Film-référence de tout un public amateur de musique électronique, Human Traffic est de ces ambitieux projets melting pot qui tentent en une petite centaine de minutes de raconter à la fois une époque, une génération, un lieu (Cardiff) et, surtout, « l’urgence techno », sorte de mouvement post-punk qui s’en remet à la fête et à la désintégration cérébrale (comprendre : l’ecstasy) pour échapper la suffocante Réalité. Justin Kerrigan choisit une bande de potes (Jip, Koop, Nina, Moff et Lulu), leur laisse les clés de la narration et en fait ses témoins ; chacun est caractérisé par un simple surnom, un quotidien frustrant (l’une quitte son job en fast-food, l’autre se rêve célèbre DJ…), une situation familiale difficile. Ils sont tellement génériques qu’ils en deviennent omniscients ; ils peuvent alors (littéralement) raconter à la caméra les rouages du monde du clubbing dans les années 1990.

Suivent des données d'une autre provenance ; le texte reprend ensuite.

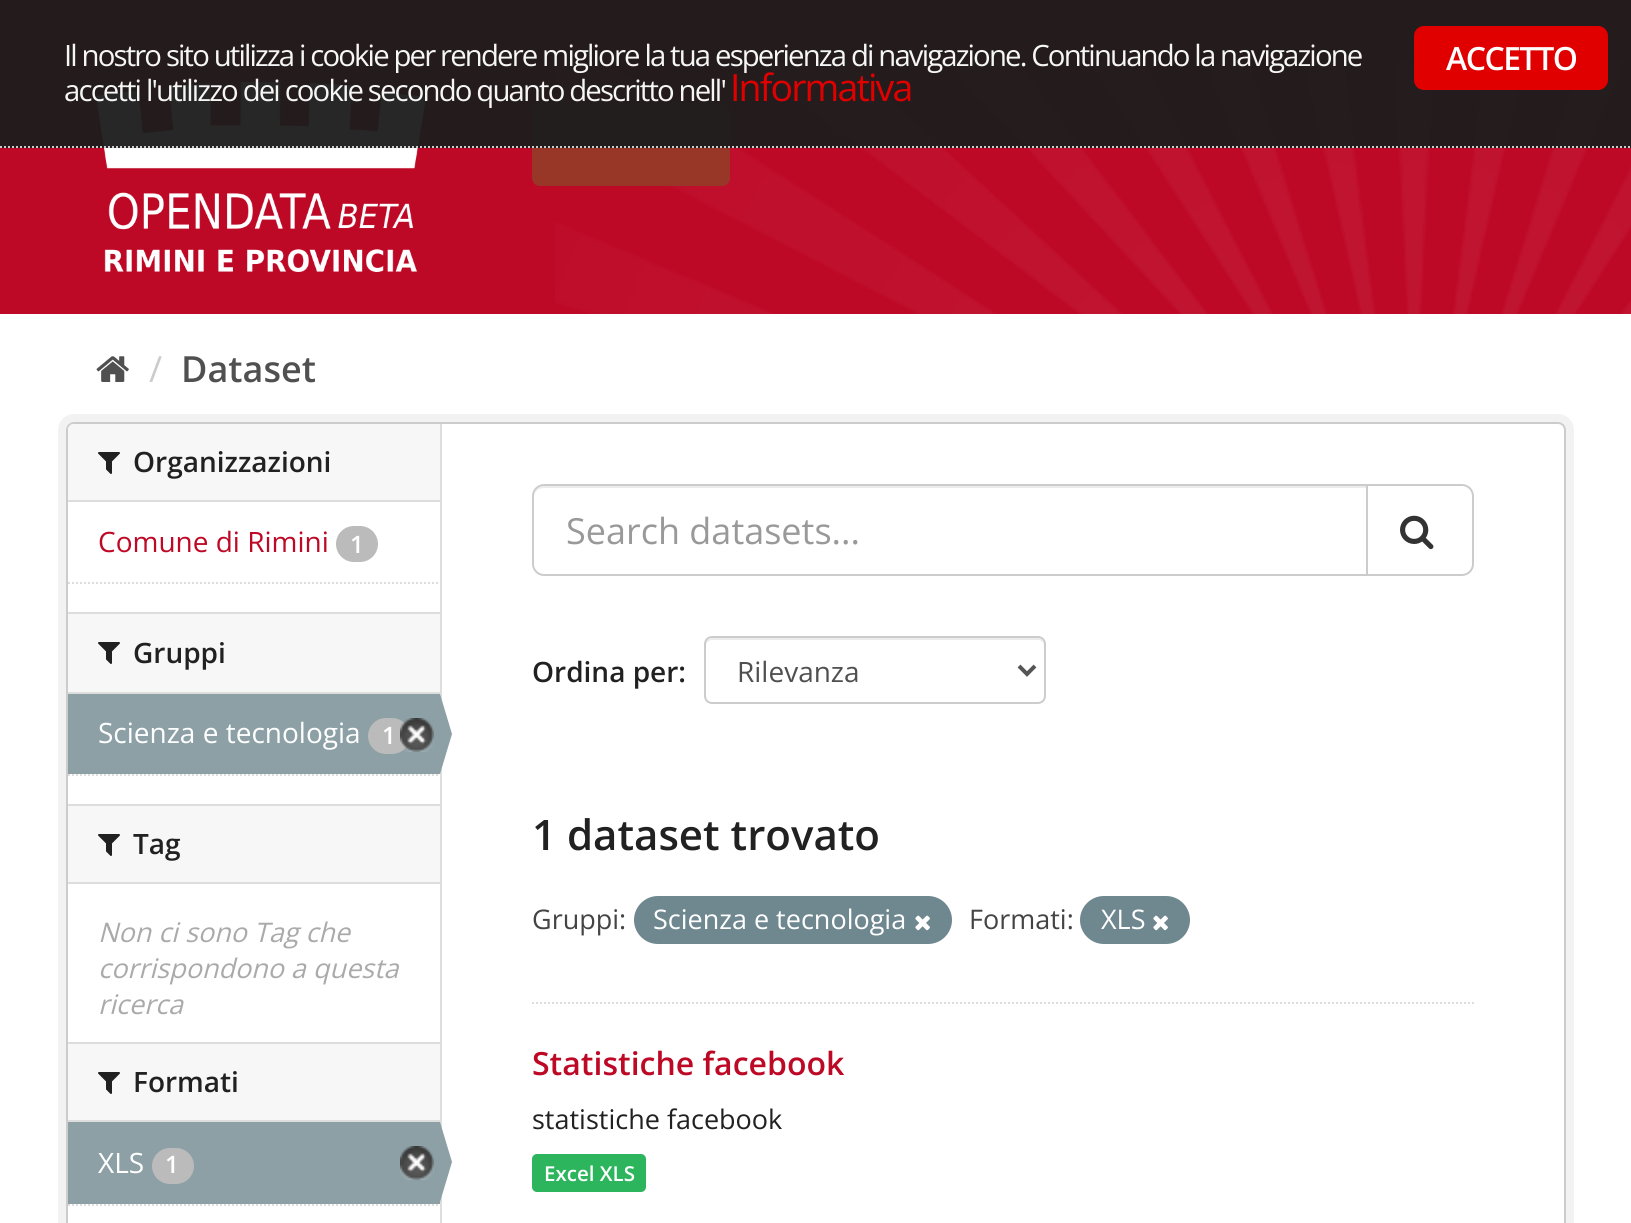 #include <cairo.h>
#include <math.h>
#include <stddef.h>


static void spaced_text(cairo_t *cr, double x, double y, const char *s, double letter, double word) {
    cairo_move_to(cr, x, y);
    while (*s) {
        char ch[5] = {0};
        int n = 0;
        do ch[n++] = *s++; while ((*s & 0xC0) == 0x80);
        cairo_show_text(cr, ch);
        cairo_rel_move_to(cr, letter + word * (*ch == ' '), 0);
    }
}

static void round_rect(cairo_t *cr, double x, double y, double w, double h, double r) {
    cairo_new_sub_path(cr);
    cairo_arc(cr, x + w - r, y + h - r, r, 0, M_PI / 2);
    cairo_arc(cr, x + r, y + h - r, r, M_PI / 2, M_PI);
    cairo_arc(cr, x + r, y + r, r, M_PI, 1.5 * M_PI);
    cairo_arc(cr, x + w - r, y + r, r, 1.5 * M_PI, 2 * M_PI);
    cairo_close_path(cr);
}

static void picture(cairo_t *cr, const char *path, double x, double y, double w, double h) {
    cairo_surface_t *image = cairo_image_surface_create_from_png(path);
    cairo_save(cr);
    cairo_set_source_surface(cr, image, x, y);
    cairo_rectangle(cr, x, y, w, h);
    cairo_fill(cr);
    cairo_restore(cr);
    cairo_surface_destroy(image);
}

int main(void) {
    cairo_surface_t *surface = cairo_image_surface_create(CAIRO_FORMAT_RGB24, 1631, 1223);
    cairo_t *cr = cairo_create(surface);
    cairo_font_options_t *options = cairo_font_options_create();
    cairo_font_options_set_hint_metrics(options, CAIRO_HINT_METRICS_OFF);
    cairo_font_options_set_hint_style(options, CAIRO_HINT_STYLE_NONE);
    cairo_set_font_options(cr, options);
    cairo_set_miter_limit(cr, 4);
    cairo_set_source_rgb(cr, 1, 1, 1);
    cairo_paint(cr);
    cairo_set_source_rgb(cr, 0.741, 0.035, 0.149);
    cairo_rectangle(cr, 0, 0, 1631, 314);
    cairo_fill(cr);
    cairo_set_source_rgb(cr, 0.518, 0.184, 0.133);
    cairo_rectangle(cr, 1412, 0, 2, 62);
    cairo_fill(cr);
    picture(cr, "img1.png", 555, 62, 1076, 252);
    picture(cr, "img2.png", 96, 82, 330, 190);
    cairo_set_source_rgb(cr, 0.596, 0.212, 0.153);
    round_rect(cr, 532, 102, 198, 84, 8);
    cairo_fill(cr);
    cairo_set_source_rgba(cr, 0.114, 0.114, 0.114, 0.95);
    cairo_rectangle(cr, 0, 0, 1631, 148);
    cairo_fill(cr);
    cairo_new_path(cr);
    cairo_move_to(cr, 0, 147);
    cairo_line_to(cr, 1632, 147);
    cairo_set_source_rgb(cr, 0.8, 0.8, 0.8);
    cairo_set_dash(cr, (double[]){2, 2}, 2, 0);
    cairo_stroke(cr);
    cairo_select_font_face(cr, "Open Sans", CAIRO_FONT_SLANT_NORMAL, CAIRO_FONT_WEIGHT_NORMAL);
    cairo_set_font_size(cr, 29.35);
    cairo_set_source_rgb(cr, 0.961, 0.961, 0.961);
    spaced_text(cr, 64, 66, "Il nostro sito utilizza i cookie per rendere migliore la tua esperienza di navigazione. Continuando la navigazione", -1.87, 0);
    spaced_text(cr, 64, 101, "accetti l'utilizzo dei cookie secondo quanto descritto nell'", -1.87, 0);
    cairo_set_font_size(cr, 37.5);
    cairo_set_source_rgb(cr, 0.878, 0, 0);
    spaced_text(cr, 730, 101, "Informativa", -1.87, 0);
    round_rect(cr, 1414, 26, 194, 64, 10);
    cairo_fill(cr);
    cairo_select_font_face(cr, "Open Sans SemiBold", CAIRO_FONT_SLANT_NORMAL, CAIRO_FONT_WEIGHT_NORMAL);
    cairo_set_font_size(cr, 32);
    cairo_set_source_rgb(cr, 1, 1, 1);
    spaced_text(cr, 1446, 70, "ACCETTO", -1.5, 0);
    picture(cr, "img3.png", 96, 356, 33, 26);
    cairo_select_font_face(cr, "Open Sans", CAIRO_FONT_SLANT_NORMAL, CAIRO_FONT_WEIGHT_NORMAL);
    cairo_set_font_size(cr, 36);
    cairo_set_source_rgb(cr, 0.8, 0.8, 0.8);
    cairo_move_to(cr, 149, 382);
    cairo_show_text(cr, "/");
    cairo_select_font_face(cr, "Open Sans SemiBold", CAIRO_FONT_SLANT_NORMAL, CAIRO_FONT_WEIGHT_NORMAL);
    cairo_set_source_rgb(cr, 0.314, 0.314, 0.314);
    cairo_move_to(cr, 181, 382);
    cairo_show_text(cr, "Dataset");
    round_rect(cr, 62, 418, 1508, 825, 12);
    cairo_set_source_rgb(cr, 0.949, 0.949, 0.949);
    cairo_set_line_width(cr, 8);
    cairo_set_dash(cr, NULL, 0, 0);
    cairo_stroke(cr);
    cairo_set_source_rgb(cr, 1, 1, 1);
    round_rect(cr, 67, 423, 1498, 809, 7);
    cairo_fill_preserve(cr);
    cairo_set_source_rgb(cr, 0.8, 0.8, 0.8);
    cairo_set_line_width(cr, 2);
    cairo_stroke(cr);
    cairo_set_source_rgb(cr, 0.965, 0.965, 0.965);
    cairo_new_path(cr);
    cairo_move_to(cr, 74, 424);
    cairo_line_to(cr, 440, 424);
    cairo_line_to(cr, 440, 502);
    cairo_line_to(cr, 68, 502);
    cairo_line_to(cr, 68, 430);
    cairo_curve_to(cr, 68, 426.5, 70.5, 424, 74, 424);
    cairo_close_path(cr);
    cairo_fill(cr);
    cairo_set_source_rgb(cr, 0.867, 0.867, 0.867);
    cairo_rectangle(cr, 68, 500, 372, 2);
    cairo_fill(cr);
    picture(cr, "img4.png", 98, 452, 22, 22);
    cairo_set_font_size(cr, 28);
    cairo_set_source_rgb(cr, 0.129, 0.129, 0.129);
    cairo_move_to(cr, 133, 472);
    cairo_show_text(cr, "Organizzazioni");
    cairo_select_font_face(cr, "Open Sans", CAIRO_FONT_SLANT_NORMAL, CAIRO_FONT_WEIGHT_NORMAL);
    cairo_set_source_rgb(cr, 0.741, 0.035, 0.149);
    cairo_move_to(cr, 98, 552);
    cairo_show_text(cr, "Comune di Rimini");
    cairo_set_source_rgb(cr, 0.733, 0.733, 0.733);
    round_rect(cr, 336, 526, 42, 36, 18);
    cairo_fill(cr);
    cairo_select_font_face(cr, "Open Sans SemiBold", CAIRO_FONT_SLANT_NORMAL, CAIRO_FONT_WEIGHT_NORMAL);
    cairo_set_font_size(cr, 24);
    cairo_set_source_rgb(cr, 1, 1, 1);
    cairo_move_to(cr, 350, 553);
    cairo_show_text(cr, "1");
    cairo_new_path(cr);
    cairo_move_to(cr, 68, 583);
    cairo_line_to(cr, 440, 583);
    cairo_set_source_rgb(cr, 0.867, 0.867, 0.867);
    cairo_set_dash(cr, (double[]){2, 2}, 2, 0);
    cairo_stroke(cr);
    cairo_set_source_rgb(cr, 0.965, 0.965, 0.965);
    cairo_rectangle(cr, 68, 614, 372, 78);
    cairo_fill(cr);
    cairo_set_source_rgb(cr, 0.867, 0.867, 0.867);
    cairo_rectangle(cr, 68, 612, 372, 2);
    cairo_fill(cr);
    cairo_rectangle(cr, 68, 692, 372, 2);
    cairo_fill(cr);
    picture(cr, "img4.png", 98, 642, 22, 22);
    cairo_set_font_size(cr, 28);
    cairo_set_source_rgb(cr, 0.129, 0.129, 0.129);
    cairo_move_to(cr, 133, 663);
    cairo_show_text(cr, "Gruppi");
    cairo_set_source_rgb(cr, 0.549, 0.627, 0.651);
    cairo_rectangle(cr, 68, 694, 372, 80);
    cairo_fill(cr);
    cairo_select_font_face(cr, "Open Sans", CAIRO_FONT_SLANT_NORMAL, CAIRO_FONT_WEIGHT_NORMAL);
    cairo_set_source_rgb(cr, 1, 1, 1);
    cairo_move_to(cr, 98, 743);
    cairo_show_text(cr, "Scienza e tecnologia");
    cairo_set_source_rgb(cr, 0.733, 0.733, 0.733);
    round_rect(cr, 368, 718, 42, 36, 18);
    cairo_fill(cr);
    cairo_select_font_face(cr, "Open Sans SemiBold", CAIRO_FONT_SLANT_NORMAL, CAIRO_FONT_WEIGHT_NORMAL);
    cairo_set_font_size(cr, 24);
    cairo_set_source_rgb(cr, 1, 1, 1);
    cairo_move_to(cr, 382, 744);
    cairo_show_text(cr, "1");
    picture(cr, "img5.png", 400, 718, 34, 34);
    cairo_set_source_rgb(cr, 0.867, 0.867, 0.867);
    cairo_rectangle(cr, 440, 424, 2, 799);
    cairo_fill(cr);
    cairo_set_source_rgb(cr, 0.549, 0.627, 0.651);
    cairo_new_path(cr);
    cairo_move_to(cr, 440, 774);
    cairo_line_to(cr, 440, 694);
    cairo_line_to(cr, 452, 734);
    cairo_close_path(cr);
    cairo_fill(cr);
    cairo_new_path(cr);
    cairo_move_to(cr, 68, 775);
    cairo_line_to(cr, 440, 775);
    cairo_set_source_rgb(cr, 0.867, 0.867, 0.867);
    cairo_stroke(cr);
    cairo_set_source_rgb(cr, 0.965, 0.965, 0.965);
    cairo_rectangle(cr, 68, 806, 372, 76);
    cairo_fill(cr);
    cairo_set_source_rgb(cr, 0.867, 0.867, 0.867);
    cairo_rectangle(cr, 68, 804, 372, 2);
    cairo_fill(cr);
    cairo_rectangle(cr, 68, 882, 372, 2);
    cairo_fill(cr);
    picture(cr, "img4.png", 98, 834, 22, 22);
    cairo_set_font_size(cr, 28);
    cairo_set_source_rgb(cr, 0.129, 0.129, 0.129);
    cairo_move_to(cr, 133, 854);
    cairo_show_text(cr, "Tag");
    cairo_select_font_face(cr, "Open Sans", CAIRO_FONT_SLANT_ITALIC, CAIRO_FONT_WEIGHT_NORMAL);
    cairo_set_font_size(cr, 27);
    cairo_set_source_rgb(cr, 0.667, 0.667, 0.667);
    cairo_move_to(cr, 98, 942);
    cairo_show_text(cr, "Non ci sono Tag che");
    cairo_move_to(cr, 98, 978);
    cairo_show_text(cr, "corrispondono a questa");
    cairo_move_to(cr, 98, 1014);
    cairo_show_text(cr, "ricerca");
    cairo_set_source_rgb(cr, 0.965, 0.965, 0.965);
    cairo_rectangle(cr, 68, 1044, 372, 76);
    cairo_fill(cr);
    cairo_set_source_rgb(cr, 0.867, 0.867, 0.867);
    cairo_rectangle(cr, 68, 1042, 372, 2);
    cairo_fill(cr);
    cairo_rectangle(cr, 68, 1120, 372, 2);
    cairo_fill(cr);
    picture(cr, "img4.png", 98, 1072, 22, 22);
    cairo_select_font_face(cr, "Open Sans SemiBold", CAIRO_FONT_SLANT_NORMAL, CAIRO_FONT_WEIGHT_NORMAL);
    cairo_set_font_size(cr, 28);
    cairo_set_source_rgb(cr, 0.129, 0.129, 0.129);
    cairo_move_to(cr, 133, 1092);
    cairo_show_text(cr, "Formati");
    cairo_set_source_rgb(cr, 0.549, 0.627, 0.651);
    cairo_rectangle(cr, 68, 1122, 372, 82);
    cairo_fill(cr);
    cairo_select_font_face(cr, "Open Sans", CAIRO_FONT_SLANT_NORMAL, CAIRO_FONT_WEIGHT_NORMAL);
    cairo_set_source_rgb(cr, 1, 1, 1);
    cairo_move_to(cr, 98, 1173);
    cairo_show_text(cr, "XLS");
    cairo_set_source_rgb(cr, 0.733, 0.733, 0.733);
    round_rect(cr, 152, 1148, 42, 36, 18);
    cairo_fill(cr);
    cairo_select_font_face(cr, "Open Sans SemiBold", CAIRO_FONT_SLANT_NORMAL, CAIRO_FONT_WEIGHT_NORMAL);
    cairo_set_font_size(cr, 24);
    cairo_set_source_rgb(cr, 1, 1, 1);
    cairo_move_to(cr, 165, 1173);
    cairo_show_text(cr, "1");
    picture(cr, "img6.png", 400, 1146, 34, 34);
    cairo_set_source_rgb(cr, 0.549, 0.627, 0.651);
    cairo_new_path(cr);
    cairo_move_to(cr, 440, 1202);
    cairo_line_to(cr, 440, 1122);
    cairo_line_to(cr, 452, 1162);
    cairo_close_path(cr);
    cairo_fill(cr);
    cairo_new_path(cr);
    cairo_move_to(cr, 68, 1205);
    cairo_line_to(cr, 440, 1205);
    cairo_set_source_rgb(cr, 0.867, 0.867, 0.867);
    cairo_stroke(cr);
    cairo_new_path(cr);
    cairo_move_to(cr, 532, 1003);
    cairo_line_to(cr, 1474, 1003);
    cairo_stroke(cr);
    cairo_set_source_rgb(cr, 0.925, 0.925, 0.925);
    cairo_new_path(cr);
    cairo_move_to(cr, 544, 488);
    cairo_line_to(cr, 1366, 488);
    cairo_line_to(cr, 1366, 486);
    cairo_line_to(cr, 544, 486);
    cairo_curve_to(cr, 537, 486, 534, 492, 534, 498);
    cairo_curve_to(cr, 534, 492, 538, 488, 544, 488);
    cairo_close_path(cr);
    cairo_fill(cr);
    cairo_new_path(cr);
    cairo_move_to(cr, 544, 485);
    cairo_line_to(cr, 1367, 485);
    cairo_line_to(cr, 1367, 575);
    cairo_line_to(cr, 544, 575);
    cairo_curve_to(cr, 538, 575, 533, 570, 533, 564);
    cairo_line_to(cr, 533, 496);
    cairo_curve_to(cr, 533, 490, 538, 485, 544, 485);
    cairo_close_path(cr);
    cairo_set_source_rgb(cr, 0.8, 0.8, 0.8);
    cairo_set_dash(cr, NULL, 0, 0);
    cairo_stroke(cr);
    cairo_select_font_face(cr, "Open Sans", CAIRO_FONT_SLANT_NORMAL, CAIRO_FONT_WEIGHT_NORMAL);
    cairo_set_font_size(cr, 36);
    cairo_set_source_rgb(cr, 0.6, 0.6, 0.6);
    cairo_move_to(cr, 566, 544);
    cairo_show_text(cr, "Search datasets...");
    cairo_set_source_rgb(cr, 1, 1, 1);
    cairo_new_path(cr);
    cairo_move_to(cr, 1367, 485);
    cairo_line_to(cr, 1462, 485);
    cairo_curve_to(cr, 1468, 485, 1473, 490, 1473, 496);
    cairo_line_to(cr, 1473, 564);
    cairo_curve_to(cr, 1473, 570, 1468, 575, 1462, 575);
    cairo_line_to(cr, 1367, 575);
    cairo_close_path(cr);
    cairo_fill_preserve(cr);
    cairo_set_source_rgb(cr, 0.8, 0.8, 0.8);
    cairo_stroke(cr);
    picture(cr, "img7.png", 1400, 515, 34, 35);
    cairo_select_font_face(cr, "Open Sans SemiBold", CAIRO_FONT_SLANT_NORMAL, CAIRO_FONT_WEIGHT_NORMAL);
    cairo_set_font_size(cr, 28);
    cairo_set_source_rgb(cr, 0.129, 0.129, 0.129);
    cairo_move_to(cr, 532, 682);
    cairo_show_text(cr, "Ordina per:");
    cairo_set_source_rgb(cr, 0.925, 0.925, 0.925);
    cairo_new_path(cr);
    cairo_move_to(cr, 712, 640);
    cairo_line_to(cr, 1038, 640);
    cairo_curve_to(cr, 1041, 640, 1044, 643, 1044, 646);
    cairo_line_to(cr, 1044, 644);
    cairo_curve_to(cr, 1044, 641, 1041, 638, 1038, 638);
    cairo_line_to(cr, 712, 638);
    cairo_curve_to(cr, 709, 638, 706, 641, 706, 644);
    cairo_line_to(cr, 706, 646);
    cairo_curve_to(cr, 706, 643, 709, 640, 712, 640);
    cairo_close_path(cr);
    cairo_fill(cr);
    round_rect(cr, 705, 637, 340, 66, 7);
    cairo_set_source_rgb(cr, 0.8, 0.8, 0.8);
    cairo_stroke(cr);
    cairo_new_path(cr);
    cairo_move_to(cr, 1019, 666);
    cairo_line_to(cr, 1027, 674);
    cairo_line_to(cr, 1035, 666);
    cairo_set_source_rgb(cr, 0.333, 0.333, 0.333);
    cairo_set_line_width(cr, 4);
    cairo_stroke(cr);
    cairo_select_font_face(cr, "Open Sans", CAIRO_FONT_SLANT_NORMAL, CAIRO_FONT_WEIGHT_NORMAL);
    cairo_set_source_rgb(cr, 0.314, 0.314, 0.314);
    cairo_move_to(cr, 737, 682);
    cairo_show_text(cr, "Rilevanza");
    cairo_select_font_face(cr, "Open Sans SemiBold", CAIRO_FONT_SLANT_NORMAL, CAIRO_FONT_WEIGHT_NORMAL);
    cairo_set_font_size(cr, 42);
    cairo_set_source_rgb(cr, 0.129, 0.129, 0.129);
    cairo_move_to(cr, 532, 850);
    cairo_show_text(cr, "1 dataset trovato");
    cairo_select_font_face(cr, "Open Sans", CAIRO_FONT_SLANT_NORMAL, CAIRO_FONT_WEIGHT_NORMAL);
    cairo_set_font_size(cr, 27);
    cairo_set_source_rgb(cr, 0.267, 0.267, 0.267);
    cairo_move_to(cr, 532, 929);
    cairo_show_text(cr, "Gruppi:");
    cairo_set_source_rgb(cr, 0.435, 0.533, 0.565);
    round_rect(cr, 634, 896, 318, 48, 24);
    cairo_fill(cr);
    cairo_set_source_rgb(cr, 1, 1, 1);
    cairo_move_to(cr, 653, 929);
    cairo_show_text(cr, "Scienza e tecnologia");
    picture(cr, "img8.png", 915, 915, 15, 16);
    cairo_set_source_rgb(cr, 0.267, 0.267, 0.267);
    cairo_move_to(cr, 969, 929);
    cairo_show_text(cr, "Formati:");
    cairo_set_source_rgb(cr, 0.435, 0.533, 0.565);
    round_rect(cr, 1080, 896, 110, 48, 24);
    cairo_fill(cr);
    cairo_set_source_rgb(cr, 1, 1, 1);
    cairo_move_to(cr, 1101, 929);
    cairo_show_text(cr, "XLS");
    picture(cr, "img8.png", 1153, 915, 15, 16);
    cairo_select_font_face(cr, "Open Sans SemiBold", CAIRO_FONT_SLANT_NORMAL, CAIRO_FONT_WEIGHT_NORMAL);
    cairo_set_font_size(cr, 32);
    cairo_set_source_rgb(cr, 0.741, 0.035, 0.149);
    cairo_move_to(cr, 532, 1075);
    cairo_show_text(cr, "Statistiche facebook");
    cairo_select_font_face(cr, "Open Sans", CAIRO_FONT_SLANT_NORMAL, CAIRO_FONT_WEIGHT_NORMAL);
    cairo_set_font_size(cr, 27);
    cairo_set_source_rgb(cr, 0.129, 0.129, 0.129);
    cairo_move_to(cr, 532, 1129);
    cairo_show_text(cr, "statistiche facebook");
    cairo_set_source_rgb(cr, 0.176, 0.71, 0.365);
    round_rect(cr, 532, 1154, 114, 38, 5);
    cairo_fill(cr);
    cairo_select_font_face(cr, "Open Sans SemiBold", CAIRO_FONT_SLANT_NORMAL, CAIRO_FONT_WEIGHT_NORMAL);
    cairo_set_font_size(cr, 20.5);
    cairo_set_source_rgb(cr, 1, 1, 1);
    cairo_move_to(cr, 544, 1181);
    cairo_show_text(cr, "Excel XLS");
    cairo_surface_write_to_png(surface, "page.png");
    cairo_font_options_destroy(options);
    cairo_destroy(cr);
    cairo_surface_destroy(surface);
    return 0;
}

Si la nécessité de l’évènement scénaristique affaiblit le film, ce dernier ne manque heureusement pas de laisser respirer ses personnages quand la caméra s’écarte et que les dynamiques du groupe peuvent enfin s’incarner ; ils prennent vie précisément aux moments où il ne se passe pas grand-chose, quand la musique n’accompagne pas une action mais une situation. Cette sociabilité est autant celle du partage que du remplissage, il faut occuper l’espace, avoir suffisamment confiance en ses camarades pour parler quitte à ne rien dire, façonner le terrain de confiance sur lequel on partagera ses trips et son ivresse pour combattre la paranoïa, identifiée ennemi public numéro 1 de la prise de drogues pendant tout le film.
C’est finalement dans sa séquence introductive que s’opère la meilleure articulation entre documentaire, construction des personnages et bande-son omniprésente : les cinq amis se présentent face caméra, et leurs vidéos sont entrecoupées par des grandes lettres blanches sur fond noir écrivant leurs noms respectifs, comme si l’on présentait un groupe de rap. La musique atmosphérique de Matthew Herbert et Robert Mello traverse ces cinq clips et devient dès les premières minutes le sixième personnage, le trait d’union, le dénominateur commun. Car ce n’est pas en tissant des liens romantiques et des conflits familiaux que Human Traffic embrasse son sujet, mais bien en faisant vivre musique et personnages dans un seul et même mouvement.